My gut feeling is that we have a node n, and the pattern fragment above
is transforming this to (MOVar n) *at the same address*, so n points at
the new transformed node. Thus, forming a cycle. The other targets don't
suffer from this because they represent address as complex patterns and
use custom-written selectors to pull the information out of the
globaladdr node and represent it in a different way. I'd really rather
not do this, as I'd rather like to try and suss out pattern based
codegen before trying to customise it; is it actually possible to do
this using pure patterns?

[...]

The important point here is that the BX_RET has some kind of <imp-use>
of the registers that will be used to return (%R0 in this case). It
gets added first in XYZTargetLowering::LowerReturn, and then selected
in the .td file using a variadic node.

Yep --- it wasn't marked as variadic, and so my RET instruction had no
inputs. Fixing this makes it generate code quite happily. Ta.

That seems
sensible... but I'm afraid it doesn't work, dying in precisely the same
way as above.

So I think I've reached the bottom of this.
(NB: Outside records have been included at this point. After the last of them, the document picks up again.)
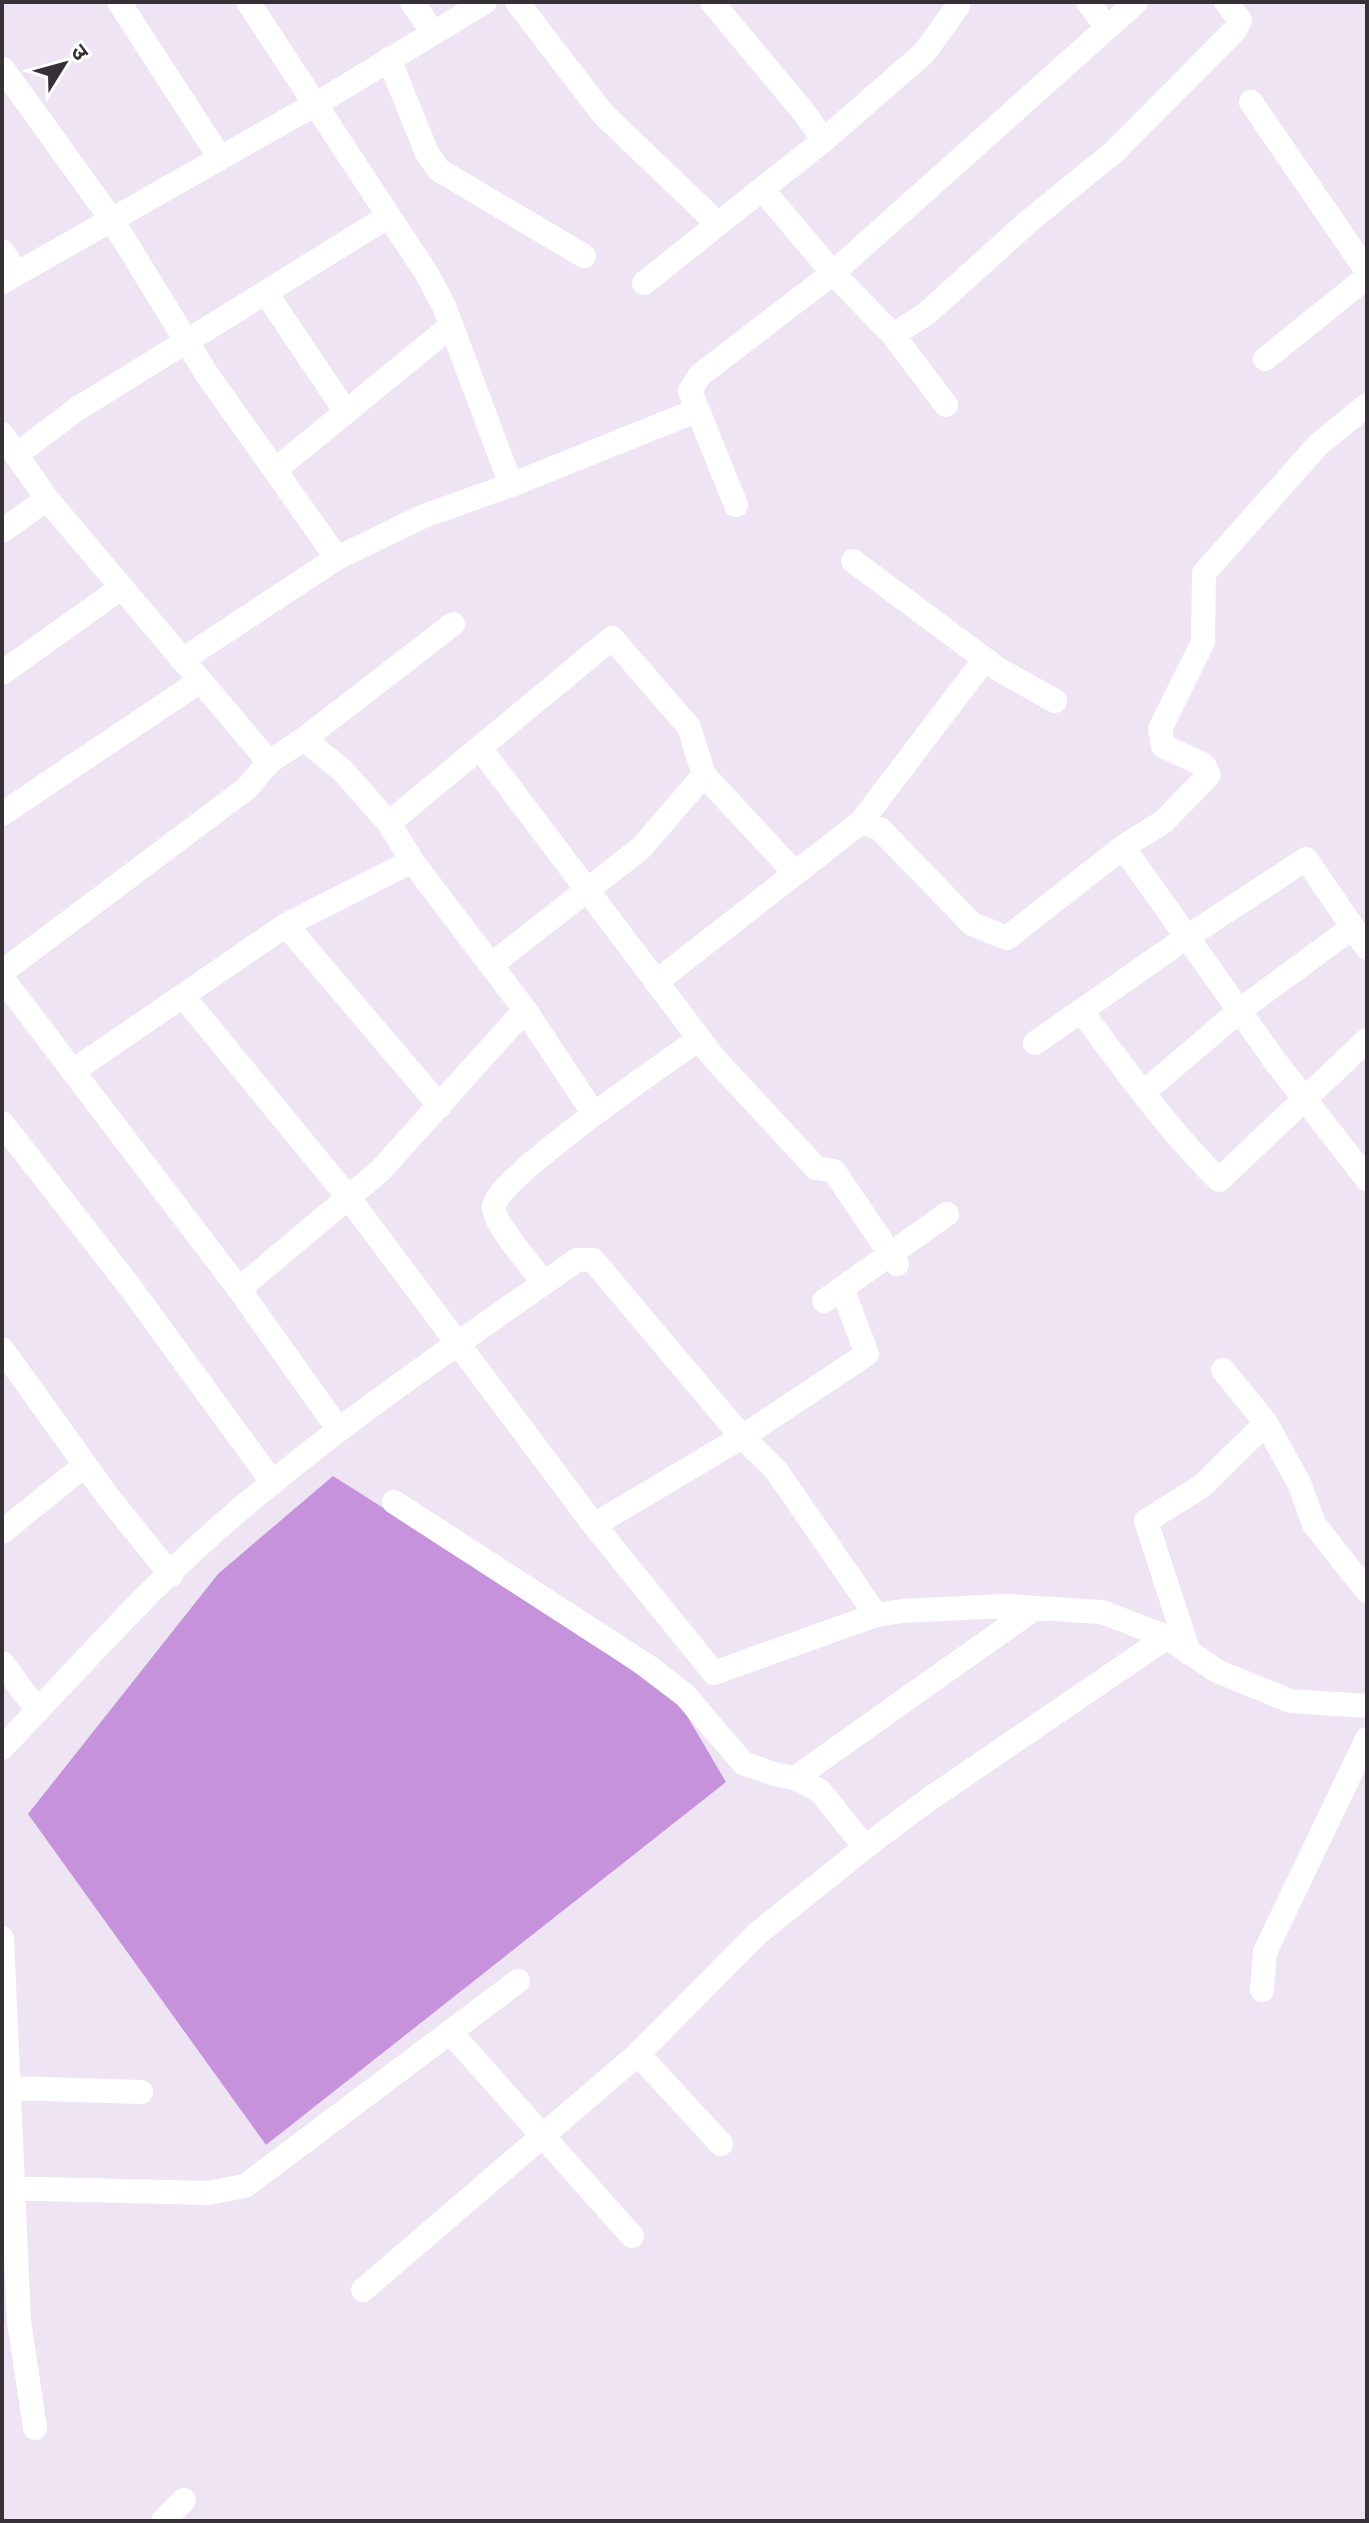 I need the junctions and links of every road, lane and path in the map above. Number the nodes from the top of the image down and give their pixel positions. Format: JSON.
{"nodes":[{"id":1,"x":119,"y":2,"type":"edge"},
{"id":2,"x":248,"y":2,"type":"edge"},
{"id":3,"x":412,"y":2,"type":"edge"},
{"id":4,"x":485,"y":2,"type":"edge"},
{"id":5,"x":517,"y":2,"type":"edge"},
{"id":6,"x":712,"y":2,"type":"edge"},
{"id":7,"x":956,"y":2,"type":"edge"},
{"id":8,"x":1088,"y":2,"type":"edge"},
{"id":9,"x":1136,"y":2,"type":"edge"},
{"id":10,"x":1226,"y":2,"type":"edge"},
{"id":11,"x":1107,"y":28,"type":"junction"},
{"id":12,"x":433,"y":33,"type":"junction"},
{"id":13,"x":389,"y":59,"type":"junction"},
{"id":14,"x":3,"y":69,"type":"edge"},
{"id":15,"x":1251,"y":102,"type":"dead end"},
{"id":16,"x":316,"y":104,"type":"junction"},
{"id":17,"x":824,"y":140,"type":"junction"},
{"id":18,"x":220,"y":158,"type":"junction"},
{"id":19,"x":762,"y":189,"type":"junction"},
{"id":20,"x":389,"y":216,"type":"junction"},
{"id":21,"x":112,"y":220,"type":"junction"},
{"id":22,"x":718,"y":224,"type":"junction"},
{"id":23,"x":2,"y":251,"type":"edge"},
{"id":24,"x":584,"y":256,"type":"dead end"},
{"id":25,"x":1367,"y":271,"type":"edge"},
{"id":26,"x":833,"y":273,"type":"junction"},
{"id":27,"x":1367,"y":277,"type":"edge"},
{"id":28,"x":10,"y":278,"type":"edge"},
{"id":29,"x":644,"y":283,"type":"dead end"},
{"id":30,"x":266,"y":293,"type":"junction"},
{"id":31,"x":451,"y":326,"type":"junction"},
{"id":32,"x":893,"y":335,"type":"junction"},
{"id":33,"x":187,"y":342,"type":"junction"},
{"id":34,"x":1265,"y":359,"type":"dead end"},
{"id":35,"x":946,"y":405,"type":"dead end"},
{"id":36,"x":1367,"y":405,"type":"edge"},
{"id":37,"x":698,"y":410,"type":"junction"},
{"id":38,"x":346,"y":412,"type":"junction"},
{"id":39,"x":2,"y":434,"type":"edge"},
{"id":40,"x":16,"y":455,"type":"junction"},
{"id":41,"x":275,"y":470,"type":"junction"},
{"id":42,"x":511,"y":485,"type":"junction"},
{"id":43,"x":47,"y":499,"type":"junction"},
{"id":44,"x":736,"y":505,"type":"dead end"},
{"id":45,"x":2,"y":531,"type":"edge"},
{"id":46,"x":337,"y":558,"type":"junction"},
{"id":47,"x":853,"y":561,"type":"dead end"},
{"id":48,"x":121,"y":588,"type":"junction"},
{"id":49,"x":453,"y":624,"type":"dead end"},
{"id":50,"x":985,"y":659,"type":"junction"},
{"id":51,"x":182,"y":660,"type":"junction"},
{"id":52,"x":2,"y":673,"type":"edge"},
{"id":53,"x":200,"y":681,"type":"junction"},
{"id":54,"x":1055,"y":701,"type":"dead end"},
{"id":55,"x":304,"y":739,"type":"junction"},
{"id":56,"x":480,"y":748,"type":"junction"},
{"id":57,"x":269,"y":762,"type":"junction"},
{"id":58,"x":704,"y":775,"type":"junction"},
{"id":59,"x":2,"y":814,"type":"edge"},
{"id":60,"x":861,"y":822,"type":"junction"},
{"id":61,"x":389,"y":823,"type":"junction"},
{"id":62,"x":1123,"y":847,"type":"junction"},
{"id":63,"x":412,"y":861,"type":"junction"},
{"id":64,"x":795,"y":873,"type":"junction"},
{"id":65,"x":586,"y":890,"type":"junction"},
{"id":66,"x":286,"y":925,"type":"junction"},
{"id":67,"x":1353,"y":927,"type":"junction"},
{"id":68,"x":1187,"y":937,"type":"junction"},
{"id":69,"x":1367,"y":948,"type":"edge"},
{"id":70,"x":491,"y":965,"type":"junction"},
{"id":71,"x":2,"y":975,"type":"edge"},
{"id":72,"x":656,"y":982,"type":"junction"},
{"id":73,"x":183,"y":996,"type":"junction"},
{"id":74,"x":525,"y":1010,"type":"junction"},
{"id":75,"x":1081,"y":1011,"type":"junction"},
{"id":76,"x":1239,"y":1011,"type":"junction"},
{"id":77,"x":699,"y":1039,"type":"junction"},
{"id":78,"x":1367,"y":1040,"type":"edge"},
{"id":79,"x":1035,"y":1043,"type":"dead end"},
{"id":80,"x":73,"y":1071,"type":"junction"},
{"id":81,"x":1143,"y":1093,"type":"junction"},
{"id":82,"x":1305,"y":1099,"type":"junction"},
{"id":83,"x":440,"y":1106,"type":"junction"},
{"id":84,"x":594,"y":1114,"type":"junction"},
{"id":85,"x":2,"y":1123,"type":"edge"},
{"id":86,"x":1367,"y":1179,"type":"edge"},
{"id":87,"x":348,"y":1197,"type":"junction"},
{"id":88,"x":947,"y":1214,"type":"dead end"},
{"id":89,"x":893,"y":1259,"type":"junction"},
{"id":90,"x":544,"y":1283,"type":"junction"},
{"id":91,"x":239,"y":1289,"type":"junction"},
{"id":92,"x":458,"y":1344,"type":"junction"},
{"id":93,"x":5,"y":1359,"type":"edge"},
{"id":94,"x":1223,"y":1370,"type":"dead end"},
{"id":95,"x":1266,"y":1423,"type":"junction"},
{"id":96,"x":339,"y":1430,"type":"junction"},
{"id":97,"x":742,"y":1437,"type":"junction"},
{"id":98,"x":85,"y":1465,"type":"junction"},
{"id":99,"x":273,"y":1483,"type":"junction"},
{"id":100,"x":394,"y":1502,"type":"dead end"},
{"id":101,"x":594,"y":1525,"type":"junction"},
{"id":102,"x":2,"y":1532,"type":"edge"},
{"id":103,"x":171,"y":1575,"type":"junction"},
{"id":104,"x":1367,"y":1591,"type":"edge"},
{"id":105,"x":1035,"y":1608,"type":"junction"},
{"id":106,"x":876,"y":1615,"type":"junction"},
{"id":107,"x":1167,"y":1637,"type":"junction"},
{"id":108,"x":1189,"y":1653,"type":"junction"},
{"id":109,"x":2,"y":1663,"type":"edge"},
{"id":110,"x":1367,"y":1706,"type":"edge"},
{"id":111,"x":38,"y":1711,"type":"junction"},
{"id":112,"x":1367,"y":1739,"type":"edge"},
{"id":113,"x":2,"y":1748,"type":"edge"},
{"id":114,"x":795,"y":1778,"type":"junction"},
{"id":115,"x":865,"y":1847,"type":"junction"},
{"id":116,"x":2,"y":1938,"type":"edge"},
{"id":117,"x":518,"y":1981,"type":"dead end"},
{"id":118,"x":1262,"y":1990,"type":"dead end"},
{"id":119,"x":451,"y":2033,"type":"junction"},
{"id":120,"x":638,"y":2054,"type":"junction"},
{"id":121,"x":9,"y":2088,"type":"junction"},
{"id":122,"x":141,"y":2092,"type":"dead end"},
{"id":123,"x":543,"y":2135,"type":"junction"},
{"id":124,"x":721,"y":2144,"type":"dead end"},
{"id":125,"x":8,"y":2188,"type":"edge"},
{"id":126,"x":632,"y":2236,"type":"dead end"},
{"id":127,"x":363,"y":2290,"type":"dead end"},
{"id":128,"x":10,"y":2321,"type":"edge"},
{"id":129,"x":35,"y":2428,"type":"dead end"},
{"id":130,"x":184,"y":2500,"type":"dead end"},
{"id":131,"x":163,"y":2521,"type":"edge"}],
"edges":[{"from":1,"to":18,"type":"street"},
{"from":2,"to":16,"type":"street"},
{"from":3,"to":12,"type":"street"},
{"from":4,"to":12,"type":"street"},
{"from":5,"to":22,"type":"street"},
{"from":6,"to":17,"type":"street"},
{"from":7,"to":17,"type":"street"},
{"from":8,"to":11,"type":"street"},
{"from":9,"to":11,"type":"street"},
{"from":10,"to":32,"type":"street"},
{"from":11,"to":26,"type":"street"},
{"from":12,"to":13,"type":"street"},
{"from":13,"to":16,"type":"street"},
{"from":13,"to":24,"type":"street"},
{"from":14,"to":21,"type":"street"},
{"from":15,"to":25,"type":"street"},
{"from":16,"to":18,"type":"street"},
{"from":16,"to":20,"type":"street"},
{"from":17,"to":19,"type":"street"},
{"from":18,"to":21,"type":"street"},
{"from":19,"to":22,"type":"street"},
{"from":19,"to":26,"type":"street"},
{"from":20,"to":30,"type":"street"},
{"from":20,"to":31,"type":"street"},
{"from":21,"to":28,"type":"street"},
{"from":21,"to":33,"type":"street"},
{"from":22,"to":29,"type":"street"},
{"from":23,"to":28,"type":"street"},
{"from":26,"to":32,"type":"street"},
{"from":26,"to":37,"type":"street"},
{"from":27,"to":34,"type":"street"},
{"from":30,"to":33,"type":"street"},
{"from":30,"to":38,"type":"street"},
{"from":31,"to":38,"type":"street"},
{"from":31,"to":42,"type":"street"},
{"from":32,"to":35,"type":"street"},
{"from":33,"to":40,"type":"street"},
{"from":33,"to":41,"type":"street"},
{"from":36,"to":62,"type":"street"},
{"from":37,"to":42,"type":"street"},
{"from":37,"to":44,"type":"street"},
{"from":38,"to":41,"type":"street"},
{"from":39,"to":40,"type":"street"},
{"from":40,"to":43,"type":"street"},
{"from":41,"to":46,"type":"street"},
{"from":42,"to":46,"type":"street"},
{"from":43,"to":45,"type":"street"},
{"from":43,"to":48,"type":"street"},
{"from":46,"to":51,"type":"street"},
{"from":47,"to":50,"type":"street"},
{"from":48,"to":51,"type":"street"},
{"from":48,"to":52,"type":"street"},
{"from":49,"to":55,"type":"street"},
{"from":50,"to":54,"type":"street"},
{"from":50,"to":60,"type":"street"},
{"from":51,"to":53,"type":"street"},
{"from":53,"to":57,"type":"street"},
{"from":53,"to":59,"type":"street"},
{"from":55,"to":57,"type":"street"},
{"from":55,"to":61,"type":"street"},
{"from":56,"to":58,"type":"street"},
{"from":56,"to":61,"type":"street"},
{"from":56,"to":65,"type":"street"},
{"from":57,"to":71,"type":"street"},
{"from":58,"to":64,"type":"street"},
{"from":58,"to":65,"type":"street"},
{"from":60,"to":62,"type":"street"},
{"from":60,"to":64,"type":"street"},
{"from":61,"to":63,"type":"street"},
{"from":62,"to":68,"type":"street"},
{"from":63,"to":66,"type":"street"},
{"from":63,"to":70,"type":"street"},
{"from":64,"to":72,"type":"street"},
{"from":65,"to":70,"type":"street"},
{"from":65,"to":72,"type":"street"},
{"from":66,"to":73,"type":"street"},
{"from":66,"to":83,"type":"street"},
{"from":67,"to":68,"type":"street"},
{"from":67,"to":69,"type":"street"},
{"from":67,"to":76,"type":"street"},
{"from":68,"to":75,"type":"street"},
{"from":68,"to":76,"type":"street"},
{"from":70,"to":74,"type":"street"},
{"from":71,"to":80,"type":"street"},
{"from":72,"to":77,"type":"street"},
{"from":73,"to":80,"type":"street"},
{"from":73,"to":87,"type":"street"},
{"from":74,"to":83,"type":"street"},
{"from":74,"to":84,"type":"street"},
{"from":75,"to":79,"type":"street"},
{"from":75,"to":81,"type":"street"},
{"from":76,"to":81,"type":"street"},
{"from":76,"to":82,"type":"street"},
{"from":77,"to":84,"type":"street"},
{"from":77,"to":89,"type":"street"},
{"from":78,"to":82,"type":"street"},
{"from":80,"to":91,"type":"street"},
{"from":81,"to":82,"type":"street"},
{"from":82,"to":86,"type":"street"},
{"from":83,"to":87,"type":"street"},
{"from":84,"to":90,"type":"street"},
{"from":85,"to":99,"type":"street"},
{"from":87,"to":91,"type":"street"},
{"from":87,"to":92,"type":"street"},
{"from":88,"to":89,"type":"street"},
{"from":89,"to":97,"type":"street"},
{"from":90,"to":92,"type":"street"},
{"from":90,"to":97,"type":"street"},
{"from":91,"to":96,"type":"street"},
{"from":92,"to":96,"type":"street"},
{"from":92,"to":101,"type":"street"},
{"from":93,"to":98,"type":"street"},
{"from":94,"to":95,"type":"street"},
{"from":95,"to":104,"type":"street"},
{"from":95,"to":108,"type":"street"},
{"from":96,"to":99,"type":"street"},
{"from":97,"to":101,"type":"street"},
{"from":97,"to":106,"type":"street"},
{"from":98,"to":102,"type":"street"},
{"from":98,"to":103,"type":"street"},
{"from":99,"to":103,"type":"street"},
{"from":100,"to":114,"type":"street"},
{"from":101,"to":106,"type":"street"},
{"from":103,"to":111,"type":"street"},
{"from":105,"to":106,"type":"street"},
{"from":105,"to":107,"type":"street"},
{"from":105,"to":114,"type":"street"},
{"from":107,"to":108,"type":"street"},
{"from":107,"to":115,"type":"street"},
{"from":108,"to":110,"type":"street"},
{"from":109,"to":111,"type":"street"},
{"from":111,"to":113,"type":"street"},
{"from":112,"to":118,"type":"street"},
{"from":114,"to":115,"type":"street"},
{"from":115,"to":120,"type":"street"},
{"from":116,"to":121,"type":"street"},
{"from":117,"to":119,"type":"street"},
{"from":119,"to":123,"type":"street"},
{"from":119,"to":125,"type":"street"},
{"from":120,"to":123,"type":"street"},
{"from":120,"to":124,"type":"street"},
{"from":121,"to":122,"type":"street"},
{"from":121,"to":125,"type":"street"},
{"from":123,"to":126,"type":"street"},
{"from":123,"to":127,"type":"street"},
{"from":125,"to":128,"type":"street"},
{"from":128,"to":129,"type":"street"},
{"from":130,"to":131,"type":"street"}]}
It looks like the generated table loses type information. At one point I
had a rule that looked like this:

def MOVr : S16<
    (outs GR32:$rD), (ins GR32:$rS),
    "mov $rD, $rS",
    [(set GR32:$rD, GR32:$rS)]

;

This ended up last on the opcode list, and was always invoked if no
other instruction matched --- because the selection pattern is basically
'x = y' from the point of view of the instruction selector, and
therefore fits everything.

I believe that the same thing's applying to the globaladdr issue. I had
rules that look like this:

def MOVar : S32<
  (outs GR32:$rD), (ins i32imm:$addr), // i32imm is wrong here
  "mov $rD, $addr",
  [(set GR32:$rD, tglobaladdr:$addr)]

;

def : Pat<(globaladdr:$addr), (MOVar tglobaladdr:$addr)>;

...but that (set) ends up as a rule which compiles to 'x = y' and
everything goes horribly wrong.

What I eventually did was to copy what the ARM target does: add code to
TargetLowering::LowerOperation() to explicitly convert the globaladdr
nodes into wrapped machine-specific nodes. My MOVar now looks like:

def MOVar : S32<
   (outs GR32:$rD), (ins i32imm:$addr), // i32imm is wrong here
   "mov $rD, $addr",
   [(set GR32:$rD, (WrappedGlobal tglobaladdr:$addr))]

;

The WrappedGlobal has no semantic meaning, simply being a
machine-specific ISD node with a single parameter. I'm not quite sure
*why* this works; it is, after all, the failing rule above should do
precisely the same thing, but in a less cryptic way.

I suspect there's an llvm bug here, but I'm not quite sure what it is.
It would be nice if tablegen was a bit more rigorous about detecting
invalid patterns (is there an option I'm missing?).